Data excerpts:
********
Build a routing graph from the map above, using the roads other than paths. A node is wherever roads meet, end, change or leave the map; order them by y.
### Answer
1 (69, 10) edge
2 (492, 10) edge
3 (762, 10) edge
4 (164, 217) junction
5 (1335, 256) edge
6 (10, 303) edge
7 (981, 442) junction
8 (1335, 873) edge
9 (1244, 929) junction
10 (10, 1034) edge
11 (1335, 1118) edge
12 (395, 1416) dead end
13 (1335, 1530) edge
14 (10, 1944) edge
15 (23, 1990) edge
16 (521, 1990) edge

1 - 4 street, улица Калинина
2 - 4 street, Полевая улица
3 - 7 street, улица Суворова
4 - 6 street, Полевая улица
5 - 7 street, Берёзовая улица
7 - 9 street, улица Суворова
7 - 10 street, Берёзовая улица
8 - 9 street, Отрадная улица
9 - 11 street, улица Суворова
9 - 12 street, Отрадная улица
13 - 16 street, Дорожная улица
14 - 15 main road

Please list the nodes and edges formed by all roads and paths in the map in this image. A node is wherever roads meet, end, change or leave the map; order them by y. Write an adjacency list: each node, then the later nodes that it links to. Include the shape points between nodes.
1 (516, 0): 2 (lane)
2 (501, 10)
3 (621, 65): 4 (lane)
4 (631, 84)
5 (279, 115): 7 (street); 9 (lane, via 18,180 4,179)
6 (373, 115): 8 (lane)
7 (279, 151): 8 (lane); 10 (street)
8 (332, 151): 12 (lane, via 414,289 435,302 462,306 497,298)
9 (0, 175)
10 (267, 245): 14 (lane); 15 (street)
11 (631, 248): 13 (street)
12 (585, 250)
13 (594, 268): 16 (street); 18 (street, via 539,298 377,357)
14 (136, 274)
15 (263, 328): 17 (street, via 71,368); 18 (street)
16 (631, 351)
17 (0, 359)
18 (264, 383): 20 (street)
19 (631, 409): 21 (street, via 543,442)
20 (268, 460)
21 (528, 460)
********
What is needed:
Would you write out each entry precisely as it is given?

Result of this exercise:
Build a routing graph from the map above, using the roads other than paths. A node is wherever roads meet, end, change or leave the map; order them by y.
### Answer
1 (69, 10) edge
2 (492, 10) edge
3 (762, 10) edge
4 (164, 217) junction
5 (1335, 256) edge
6 (10, 303) edge
7 (981, 442) junction
8 (1335, 873) edge
9 (1244, 929) junction
10 (10, 1034) edge
11 (1335, 1118) edge
12 (395, 1416) dead end
13 (1335, 1530) edge
14 (10, 1944) edge
15 (23, 1990) edge
16 (521, 1990) edge

1 - 4 street, улица Калинина
2 - 4 street, Полевая улица
3 - 7 street, улица Суворова
4 - 6 street, Полевая улица
5 - 7 street, Берёзовая улица
7 - 9 street, улица Суворова
7 - 10 street, Берёзовая улица
8 - 9 street, Отрадная улица
9 - 11 street, улица Суворова
9 - 12 street, Отрадная улица
13 - 16 street, Дорожная улица
14 - 15 main road

Please list the nodes and edges formed by all roads and paths in the map in this image. A node is wherever roads meet, end, change or leave the map; order them by y. Write an adjacency list: each node, then the later nodes that it links to. Include the shape points between nodes.
1 (516, 0): 2 (lane)
2 (501, 10)
3 (621, 65): 4 (lane)
4 (631, 84)
5 (279, 115): 7 (street); 9 (lane, via 18,180 4,179)
6 (373, 115): 8 (lane)
7 (279, 151): 8 (lane); 10 (street)
8 (332, 151): 12 (lane, via 414,289 435,302 462,306 497,298)
9 (0, 175)
10 (267, 245): 14 (lane); 15 (street)
11 (631, 248): 13 (street)
12 (585, 250)
13 (594, 268): 16 (street); 18 (street, via 539,298 377,357)
14 (136, 274)
15 (263, 328): 17 (street, via 71,368); 18 (street)
16 (631, 351)
17 (0, 359)
18 (264, 383): 20 (street)
19 (631, 409): 21 (street, via 543,442)
20 (268, 460)
21 (528, 460)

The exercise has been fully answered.